[Stored data]
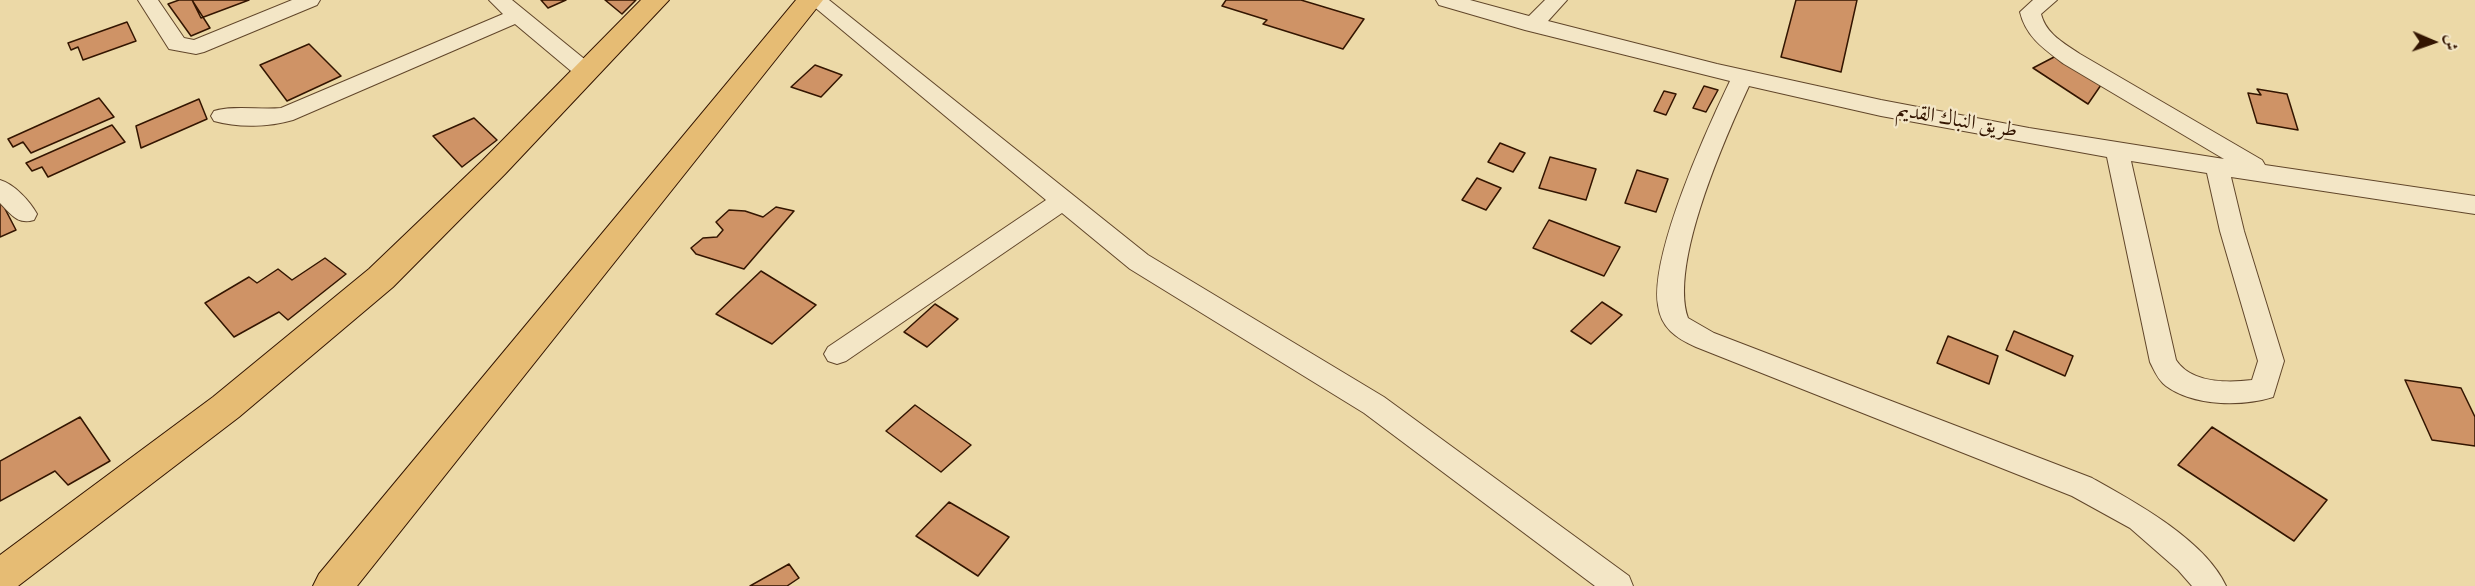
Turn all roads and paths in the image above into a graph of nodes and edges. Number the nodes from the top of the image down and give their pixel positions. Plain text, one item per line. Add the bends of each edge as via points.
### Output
1 (148, 0) edge
2 (310, 0) edge
3 (500, 0) edge
4 (656, 0) edge
5 (810, 0) edge
6 (816, 0) edge
7 (1446, 0) edge
8 (1557, 0) edge
9 (2047, 0) edge
10 (519, 15) junction
11 (1533, 25) junction
12 (585, 72) junction
13 (1742, 78) junction
14 (222, 116) dead end
15 (2116, 150) junction
16 (2217, 165) junction
17 (2266, 173) junction
18 (0, 188) edge
19 (1063, 200) junction
20 (2475, 205) edge
21 (25, 214) dead end
22 (837, 354) dead end
23 (0, 577) edge
24 (333, 586) edge
25 (1618, 586) edge
26 (2211, 586) edge

1 - 2 street via 177,44 196,47
3 - 10 street
4 - 12 highway
5 - 24 highway
6 - 19 street
7 - 11 street, طريق النباك القديم
8 - 11 street
9 - 17 street via 2030,12 2034,27 2048,42 2105,80
10 - 12 street
10 - 14 street via 285,115
11 - 13 street, طريق النباك القديم
12 - 23 highway via 381,278 226,407
13 - 15 street, طريق النباك القديم
13 - 26 street via 1724,116 1679,241 1670,293 1677,323 1706,340 2082,487 2140,519 2189,561
15 - 16 street, طريق النباك القديم
15 - 16 street via 2163,362 2172,376 2186,384 2248,394 2264,389 2271,361 2232,231
16 - 17 street, طريق النباك القديم
17 - 20 street, طريق النباك القديم
18 - 21 street
19 - 22 street
19 - 25 street via 1140,262 1374,405

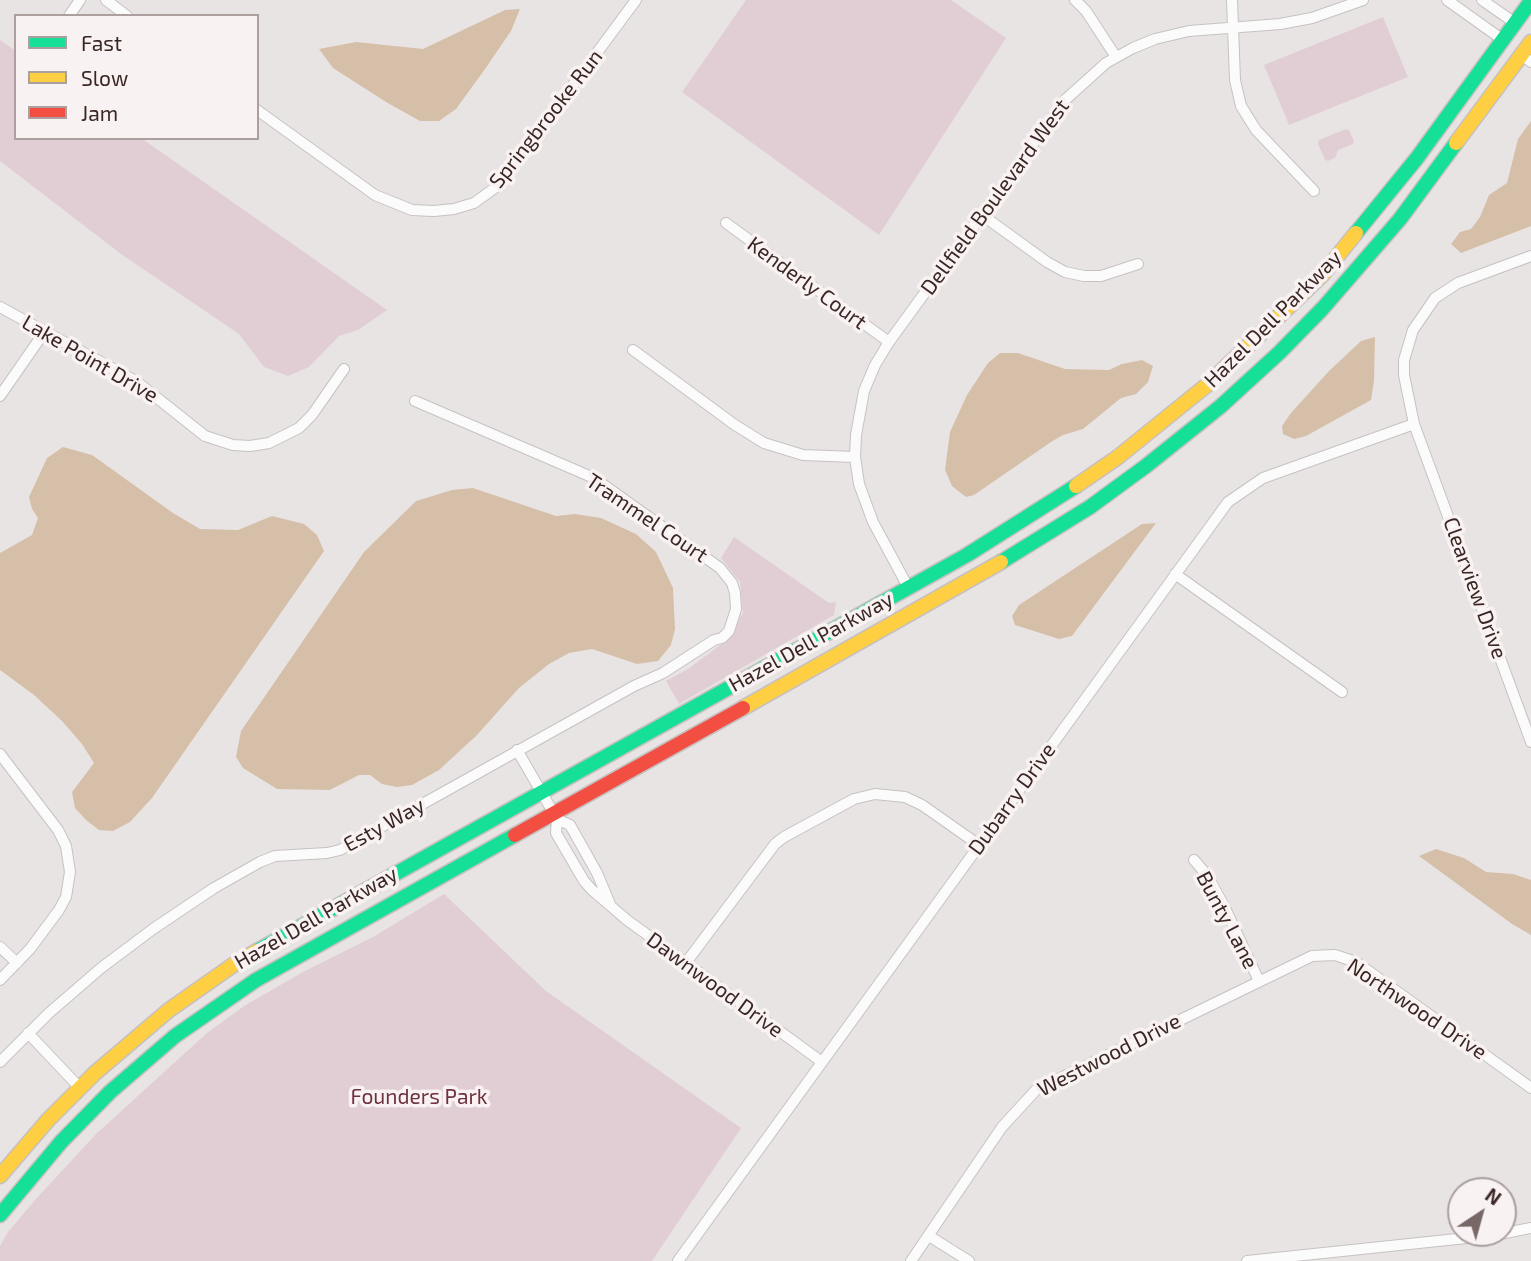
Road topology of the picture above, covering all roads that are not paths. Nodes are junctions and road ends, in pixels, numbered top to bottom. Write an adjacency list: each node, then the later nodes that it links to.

### EXERCISE AIM
The string "paths" appears on some lines of the data above; report how many such lines there are, as a bare number.

### SOLUTION TO THIS TASK
2